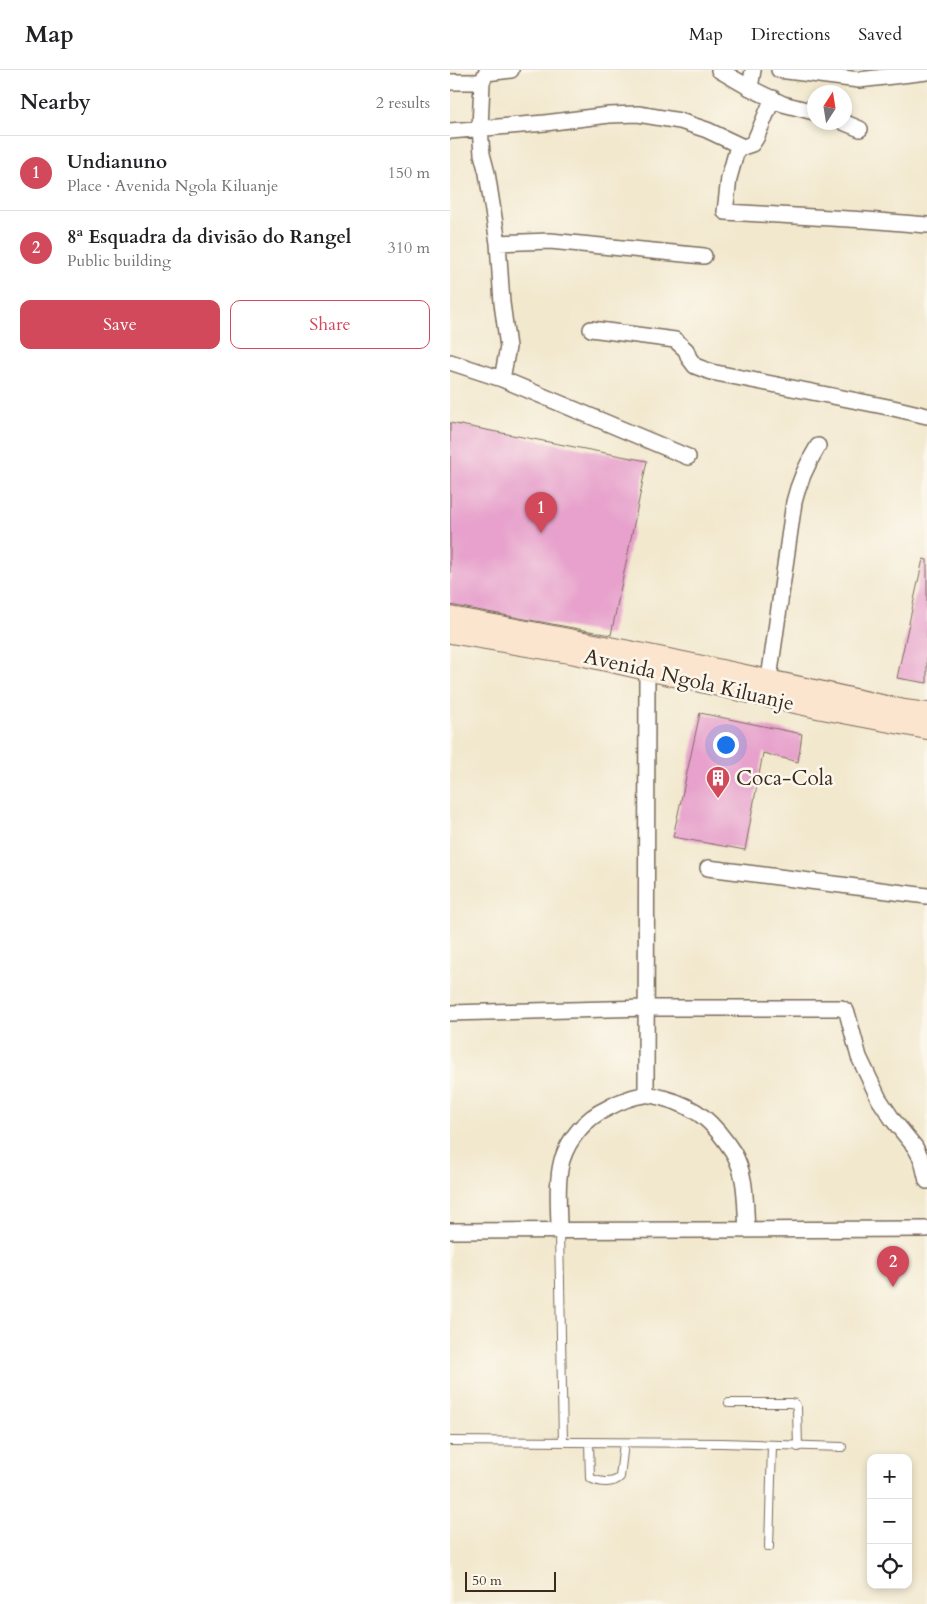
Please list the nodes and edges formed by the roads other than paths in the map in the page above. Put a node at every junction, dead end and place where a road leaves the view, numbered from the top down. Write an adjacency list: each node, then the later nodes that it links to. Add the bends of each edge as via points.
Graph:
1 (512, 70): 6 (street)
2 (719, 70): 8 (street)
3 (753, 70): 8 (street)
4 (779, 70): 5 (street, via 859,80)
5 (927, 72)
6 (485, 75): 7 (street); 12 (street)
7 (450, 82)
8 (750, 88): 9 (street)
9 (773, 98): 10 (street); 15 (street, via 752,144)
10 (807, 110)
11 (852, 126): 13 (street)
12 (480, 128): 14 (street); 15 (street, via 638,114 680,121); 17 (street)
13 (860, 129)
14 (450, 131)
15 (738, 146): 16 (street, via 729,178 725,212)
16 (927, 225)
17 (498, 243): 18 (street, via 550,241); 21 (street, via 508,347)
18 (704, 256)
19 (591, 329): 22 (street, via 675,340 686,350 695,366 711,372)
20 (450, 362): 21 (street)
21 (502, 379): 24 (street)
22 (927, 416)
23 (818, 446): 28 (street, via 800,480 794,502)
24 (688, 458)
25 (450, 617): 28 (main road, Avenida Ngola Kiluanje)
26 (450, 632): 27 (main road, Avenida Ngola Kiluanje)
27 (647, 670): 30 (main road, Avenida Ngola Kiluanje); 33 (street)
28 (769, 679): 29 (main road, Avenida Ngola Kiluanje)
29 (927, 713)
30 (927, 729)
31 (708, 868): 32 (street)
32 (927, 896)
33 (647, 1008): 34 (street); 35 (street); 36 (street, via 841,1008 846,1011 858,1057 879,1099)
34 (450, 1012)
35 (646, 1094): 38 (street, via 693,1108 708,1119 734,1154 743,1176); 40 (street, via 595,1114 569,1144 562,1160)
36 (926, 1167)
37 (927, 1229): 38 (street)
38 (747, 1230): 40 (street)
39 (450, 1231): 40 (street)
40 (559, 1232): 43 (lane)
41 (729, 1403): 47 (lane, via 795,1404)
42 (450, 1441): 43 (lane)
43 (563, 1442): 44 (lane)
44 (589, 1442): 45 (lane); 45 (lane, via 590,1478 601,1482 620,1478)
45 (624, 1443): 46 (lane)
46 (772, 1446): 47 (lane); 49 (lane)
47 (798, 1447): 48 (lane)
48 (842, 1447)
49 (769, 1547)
————————
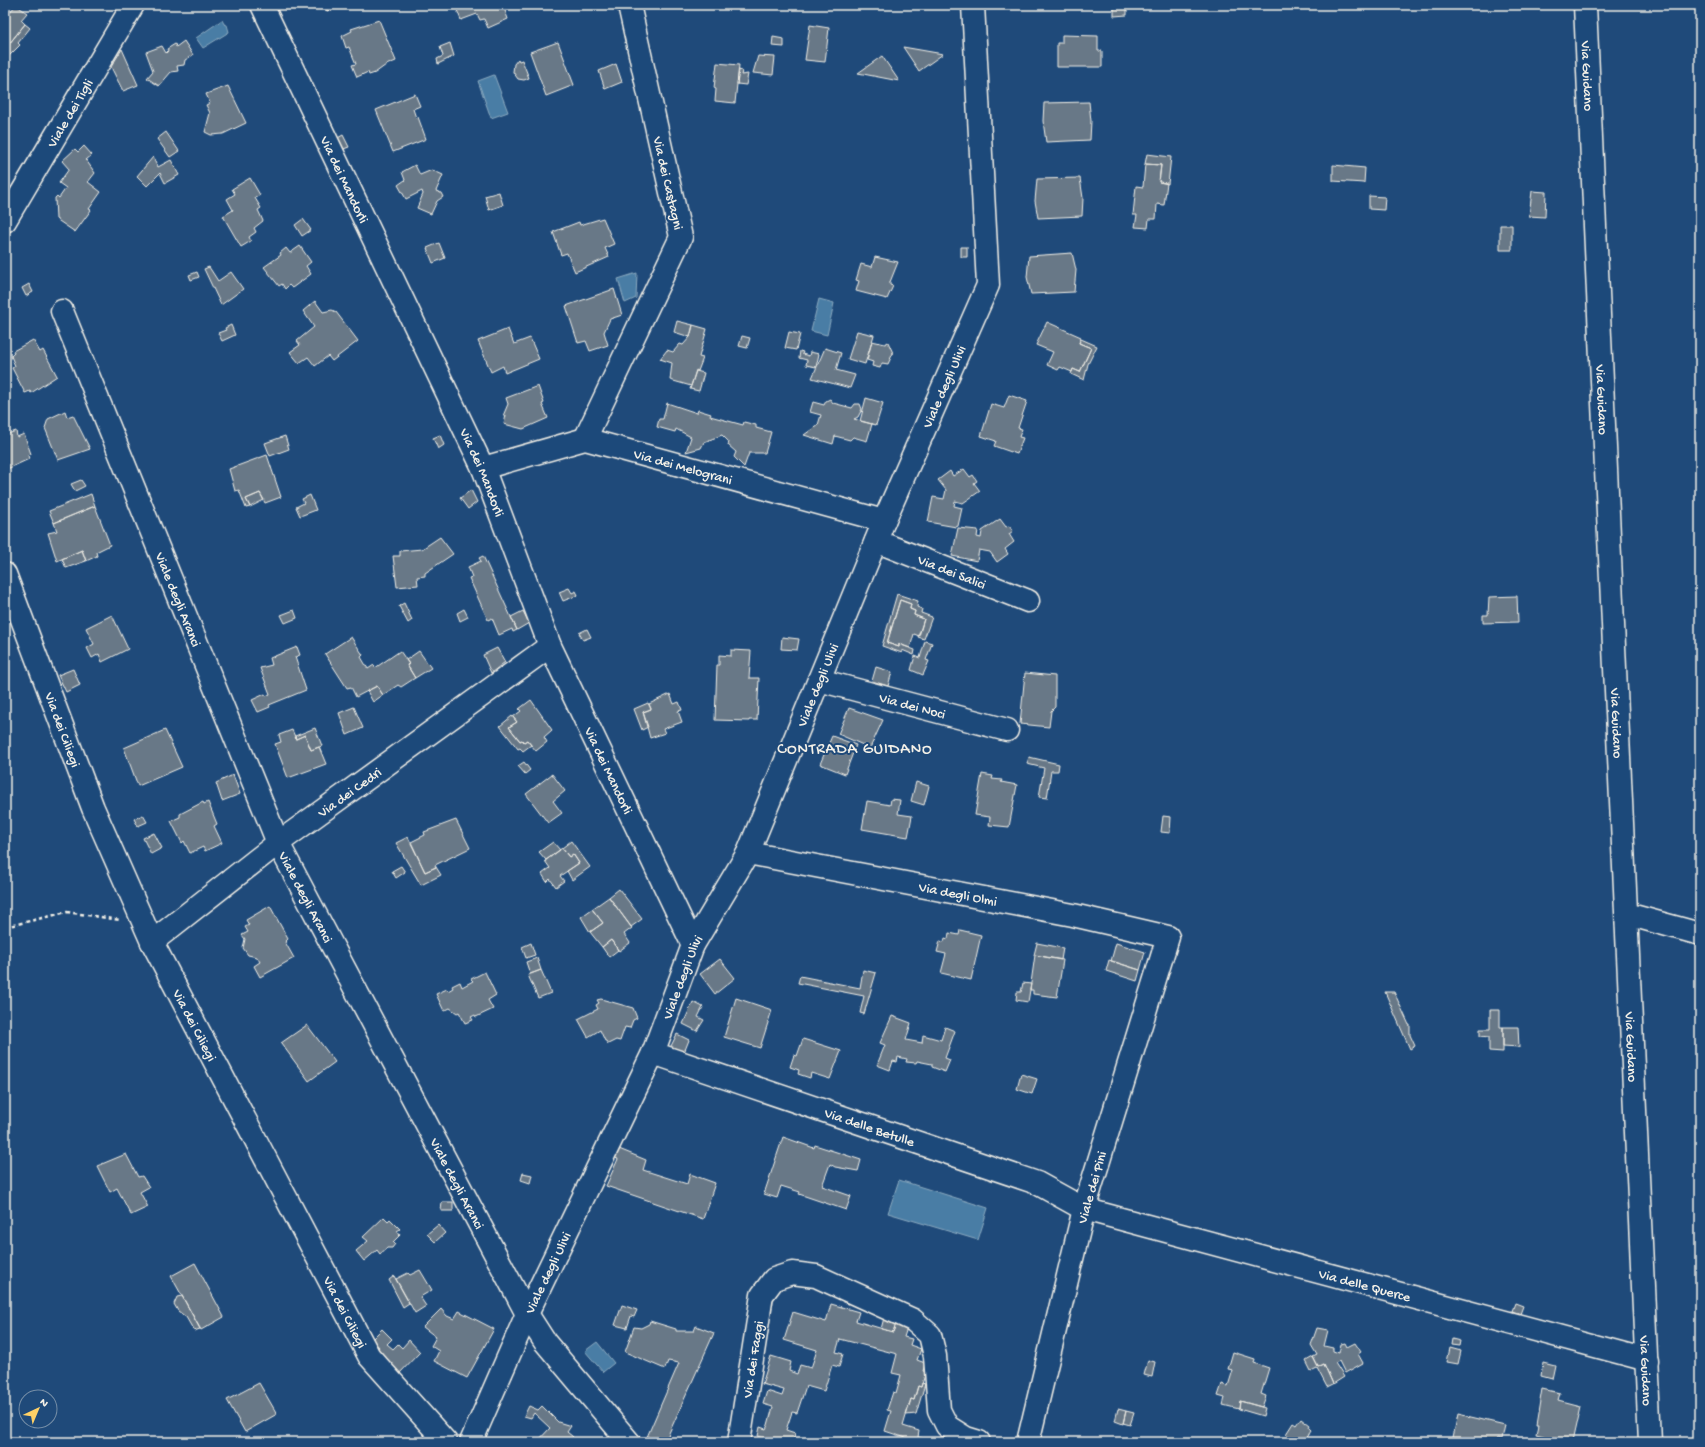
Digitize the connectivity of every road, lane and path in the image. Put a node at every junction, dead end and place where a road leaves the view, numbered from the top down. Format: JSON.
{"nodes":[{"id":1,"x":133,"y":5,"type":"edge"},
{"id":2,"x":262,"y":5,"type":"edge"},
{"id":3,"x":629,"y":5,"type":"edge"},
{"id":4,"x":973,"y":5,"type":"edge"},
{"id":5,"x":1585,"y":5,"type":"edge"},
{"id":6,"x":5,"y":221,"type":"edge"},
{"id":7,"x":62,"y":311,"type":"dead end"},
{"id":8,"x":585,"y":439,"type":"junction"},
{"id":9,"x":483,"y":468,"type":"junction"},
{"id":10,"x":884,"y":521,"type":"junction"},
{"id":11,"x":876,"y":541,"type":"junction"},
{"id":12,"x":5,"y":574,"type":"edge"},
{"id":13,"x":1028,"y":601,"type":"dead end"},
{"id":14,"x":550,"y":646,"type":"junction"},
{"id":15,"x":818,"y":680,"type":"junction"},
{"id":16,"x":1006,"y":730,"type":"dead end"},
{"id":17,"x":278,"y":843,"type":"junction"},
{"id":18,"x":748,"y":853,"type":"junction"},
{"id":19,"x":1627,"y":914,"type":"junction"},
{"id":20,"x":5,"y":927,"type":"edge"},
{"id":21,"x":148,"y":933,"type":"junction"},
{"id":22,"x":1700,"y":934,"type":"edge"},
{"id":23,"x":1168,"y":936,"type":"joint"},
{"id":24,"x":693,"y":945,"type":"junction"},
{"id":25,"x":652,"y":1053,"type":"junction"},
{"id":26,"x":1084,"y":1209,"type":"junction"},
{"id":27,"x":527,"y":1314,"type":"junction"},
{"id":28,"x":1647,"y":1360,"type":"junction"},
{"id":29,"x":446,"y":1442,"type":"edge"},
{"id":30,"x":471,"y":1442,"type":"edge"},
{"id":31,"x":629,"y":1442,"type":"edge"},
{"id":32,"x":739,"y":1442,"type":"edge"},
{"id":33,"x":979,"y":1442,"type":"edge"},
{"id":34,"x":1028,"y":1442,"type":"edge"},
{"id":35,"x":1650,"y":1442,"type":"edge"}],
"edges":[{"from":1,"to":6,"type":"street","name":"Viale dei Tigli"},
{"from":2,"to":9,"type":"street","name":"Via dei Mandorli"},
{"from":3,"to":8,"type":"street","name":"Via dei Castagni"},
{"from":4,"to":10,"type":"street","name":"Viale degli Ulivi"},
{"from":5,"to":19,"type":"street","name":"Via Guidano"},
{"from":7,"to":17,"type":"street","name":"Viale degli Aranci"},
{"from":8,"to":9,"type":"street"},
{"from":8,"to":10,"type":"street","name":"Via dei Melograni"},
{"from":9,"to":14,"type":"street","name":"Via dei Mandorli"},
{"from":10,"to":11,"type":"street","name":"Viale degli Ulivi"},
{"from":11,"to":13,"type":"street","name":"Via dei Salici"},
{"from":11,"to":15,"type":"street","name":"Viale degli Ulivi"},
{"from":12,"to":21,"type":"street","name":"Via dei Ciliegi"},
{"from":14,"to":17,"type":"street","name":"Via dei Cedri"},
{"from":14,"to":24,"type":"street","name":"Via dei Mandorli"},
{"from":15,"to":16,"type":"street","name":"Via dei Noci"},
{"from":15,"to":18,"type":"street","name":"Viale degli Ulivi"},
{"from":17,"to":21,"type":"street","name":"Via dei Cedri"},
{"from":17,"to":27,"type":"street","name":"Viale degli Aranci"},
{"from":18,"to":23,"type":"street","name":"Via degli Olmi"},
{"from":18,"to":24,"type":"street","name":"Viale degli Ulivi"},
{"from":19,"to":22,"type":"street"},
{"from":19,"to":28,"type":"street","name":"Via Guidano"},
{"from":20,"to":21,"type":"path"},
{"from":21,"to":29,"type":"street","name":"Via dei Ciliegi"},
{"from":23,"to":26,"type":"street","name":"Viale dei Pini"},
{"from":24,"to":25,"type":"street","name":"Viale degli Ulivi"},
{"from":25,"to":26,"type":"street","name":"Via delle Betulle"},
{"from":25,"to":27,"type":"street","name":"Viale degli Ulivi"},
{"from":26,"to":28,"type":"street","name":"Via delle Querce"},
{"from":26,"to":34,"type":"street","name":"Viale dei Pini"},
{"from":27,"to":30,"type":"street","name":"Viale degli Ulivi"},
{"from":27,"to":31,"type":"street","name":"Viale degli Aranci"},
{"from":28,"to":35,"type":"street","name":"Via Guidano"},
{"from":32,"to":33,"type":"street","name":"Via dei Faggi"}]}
————————
* **WHAT YOU SHOULD DO**:
The answer should consist of all lines from the records above that hold the word "road".

* **TASK ANSWER**:
Please list the nodes and edges formed by the roads other than paths in the map in the page above. Put a node at every junction, dead end and place where a road leaves the view, numbered from the top down. Write an adjacency list: each node, then the later nodes that it links to. Add the bends of each edge as via points.
25 (450, 617): 28 (main road, Avenida Ngola Kiluanje)
26 (450, 632): 27 (main road, Avenida Ngola Kiluanje)
27 (647, 670): 30 (main road, Avenida Ngola Kiluanje); 33 (street)
28 (769, 679): 29 (main road, Avenida Ngola Kiluanje)
Digitize the connectivity of every road, lane and path in the image. Put a node at every junction, dead end and place where a road leaves the view, numbered from the top down. Format: JSON.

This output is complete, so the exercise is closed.